Client Alert: Nursing Homes (and Others) May Need to Provide Immediate Notice of Covid-19 Deaths or Risk Losing Insurance Coverage

By: Martin Bienstock

Nursing homes and other care facilities face a potential deluge of lawsuits for wrongful death and injury caused by Covid-19. These facilities need to consider immediately providing a Notice of Circumstance to their insurance carriers. The matter is urgent because insurance companies are introducing express Covid-19 exclusions at renewal. Absent a Notice of Circumstances, providers risk losing coverage for these potentially bankrupting claims.

Background

Covid-19 has decimated residents of nursing homes and other care facilities across the country. According to CMS, tens of thousands of nursing home residents have died from Covid-19 (more than 4,000 in New York alone).

Attorneys already are actively seeking plaintiffs, and modern marketing methods suggest the possibility that many lawsuits will be filed. While some States have enacted so-called “immunity” laws, those laws are limited in scope. In New York, for example, a provider is not shielded from allegations of inadequate staffing that preceded the pandemic; from gross negligence or willful misconduct in responding to the pandemic; or from activities it undertook prior to the State’s declaration of emergency in March 2020.

Some legislators are moving to repeal the immunity laws. But in any event, attorneys already are crafting lawsuits that plead around the immunity laws. For many facilities, insurance proceeds will be necessary simply to defend these lawsuits, much less to pay the costs of settlement or judgements.

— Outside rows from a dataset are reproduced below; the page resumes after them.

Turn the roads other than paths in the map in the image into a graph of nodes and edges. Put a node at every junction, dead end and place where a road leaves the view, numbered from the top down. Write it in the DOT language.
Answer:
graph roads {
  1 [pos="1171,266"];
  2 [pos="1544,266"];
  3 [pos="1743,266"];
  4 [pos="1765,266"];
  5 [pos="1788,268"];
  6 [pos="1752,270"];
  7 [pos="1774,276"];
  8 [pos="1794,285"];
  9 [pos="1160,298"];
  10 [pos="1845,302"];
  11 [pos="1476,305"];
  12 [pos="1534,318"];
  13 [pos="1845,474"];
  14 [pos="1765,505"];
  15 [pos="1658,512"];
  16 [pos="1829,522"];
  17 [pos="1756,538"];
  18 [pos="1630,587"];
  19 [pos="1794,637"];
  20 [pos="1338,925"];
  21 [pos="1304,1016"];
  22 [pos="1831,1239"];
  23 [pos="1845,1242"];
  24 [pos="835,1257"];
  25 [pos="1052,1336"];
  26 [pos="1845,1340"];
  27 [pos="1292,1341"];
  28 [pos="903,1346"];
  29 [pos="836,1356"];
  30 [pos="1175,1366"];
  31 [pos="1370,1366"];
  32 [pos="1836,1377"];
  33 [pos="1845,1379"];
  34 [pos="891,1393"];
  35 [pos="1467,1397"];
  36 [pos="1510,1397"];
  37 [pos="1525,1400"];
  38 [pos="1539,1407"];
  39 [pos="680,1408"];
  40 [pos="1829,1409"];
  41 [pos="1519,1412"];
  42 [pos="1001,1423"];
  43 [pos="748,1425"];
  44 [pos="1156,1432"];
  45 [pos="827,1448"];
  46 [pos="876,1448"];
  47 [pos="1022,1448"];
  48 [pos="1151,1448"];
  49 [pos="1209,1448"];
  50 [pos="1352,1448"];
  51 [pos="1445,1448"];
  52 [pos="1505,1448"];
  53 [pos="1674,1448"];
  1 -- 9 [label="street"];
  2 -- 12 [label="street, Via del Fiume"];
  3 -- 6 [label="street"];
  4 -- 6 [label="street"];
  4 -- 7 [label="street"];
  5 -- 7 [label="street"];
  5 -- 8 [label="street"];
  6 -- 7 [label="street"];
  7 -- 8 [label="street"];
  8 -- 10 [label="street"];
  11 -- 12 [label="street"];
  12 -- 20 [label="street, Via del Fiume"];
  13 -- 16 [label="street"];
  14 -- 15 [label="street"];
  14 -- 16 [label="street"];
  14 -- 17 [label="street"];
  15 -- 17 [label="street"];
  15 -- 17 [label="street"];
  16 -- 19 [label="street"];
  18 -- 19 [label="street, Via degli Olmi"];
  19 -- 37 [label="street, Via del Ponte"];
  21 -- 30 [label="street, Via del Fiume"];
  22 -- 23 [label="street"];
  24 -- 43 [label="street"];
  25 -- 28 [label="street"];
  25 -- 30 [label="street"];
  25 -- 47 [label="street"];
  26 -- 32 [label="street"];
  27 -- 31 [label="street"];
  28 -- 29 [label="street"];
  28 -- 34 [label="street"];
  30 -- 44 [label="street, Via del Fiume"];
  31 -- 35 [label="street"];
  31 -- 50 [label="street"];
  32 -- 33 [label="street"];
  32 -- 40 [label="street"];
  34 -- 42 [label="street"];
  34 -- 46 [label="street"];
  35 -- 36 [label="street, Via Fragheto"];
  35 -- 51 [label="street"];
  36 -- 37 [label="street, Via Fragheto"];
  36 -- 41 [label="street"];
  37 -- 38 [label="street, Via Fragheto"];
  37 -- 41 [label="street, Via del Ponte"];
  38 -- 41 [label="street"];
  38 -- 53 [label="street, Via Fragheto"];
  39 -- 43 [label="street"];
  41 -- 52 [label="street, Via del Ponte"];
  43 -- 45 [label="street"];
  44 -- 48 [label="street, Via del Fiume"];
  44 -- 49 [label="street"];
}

Insurers May Attempt to Avoid Coverage

Claims for bodily injury or death resulting from inadequate care typically are covered under providers’ professional liability coverage. These coverages typically are “claims-made;” coverage is available not in the policy year in which death occurred, but in the policy year in which the claim is asserted.

Insurers may seek to avoid these claims. Covid-19 impacted an already troubled nursing home insurance market. Some carriers already have left the market, and those who remain report unprofitable operations. Under claims-made policies, insurers can try to eliminate or limit their exposure to Covid-19 wrongful death suits by offering lower policy limits (or pricing higher limits so as to make them unaffordable). Insurers also may add virus exclusions to their professional liability policies. Insurers might also request Covid-19 related information on their reapplication forms and exclude from coverage all claims based on such disclosed information (such as a death that has not yet resulted in a claim by the family). Providers who disclosed the information would then expressly be excluded; those who did not might be excluded due to their failure to disclose.

Notice of Circumstance Can Lock in Coverage

Affected providers might therefore seek to lock in coverage under their current policies. Claims-made policies typically include a little-known provision for providing a “Notice of Circumstance.” A sample Notice of Circumstance provision is set out in the endnotes.1

An appropriately executed Notice of Circumstance triggers coverage in the policy year in which notice is provided, even if a lawsuit is not filed until a later year. It may have the concomitant effect of barring coverage in future policy years: policies typically exclude coverage for circumstances that were the subject of a prior Notice of Circumstance. A determination to file a Notice of Circumstance therefore should reflect considered judgment that the policyholder is better off under the terms of the current policy than it likely would be under any future policy.

A Notice of Circumstances must be crafted carefully to ensure coverage. Courts have strictly enforced technical requirements of a Notice of Circumstance. These requirements frequently include that the notice be in writing, and that the insured describe the acts, dates and persons involved, as in the sample below. Courts have held that simply identifying the business or incident from which a claim may arise is insufficient notice.

Notice therefore should be deliberate and comprehensive, to ensure that the insurer may not later claim that the prior notice did not encompass the circumstances giving rise to the lawsuit. It should clearly say that it is intended to invoke the Notice-of-Circumstance provision. The Notice should also invite the insurer to identify any additional information it might need to make the Notice effective. Courts have held that an insurer who then fails to identify missing information cannot later complain that the Notice was insufficient. The Notice may potentially be discoverable by the plaintiff in the underlying lawsuit. It therefore must be carefully crafted to disclose enough to meet the policyholder’s contractual obligation but not so much as to potentially prejudice the defense.

Conclusion

Nursing homes and other providers should consider immediately providing notice to their insurers of potential claims for Covid-19 death and injury, or they risk losing coverage for these claims.

1“You have the option of notifying us of potential claims that may lead to a covered claim against you. In order to do so, you must give written notice to us as soon as possible and within the policy period, and the notice must, to the greatest extent possible, identify the details of the potential claim, including identifying the potential claimant(s), the likely basis for liability, the likely demand for relief, and any additional information about the potential claim we may reasonably request. The benefit to you of notifying us of a potential claim is that if an actual claim arises from the same circumstances as the properly notified potential claim, then we will treat that claim as if it had first been made against you on the date you properly notified us of it as a potential claim, even if that claim is first made against you after the policy period has expired.”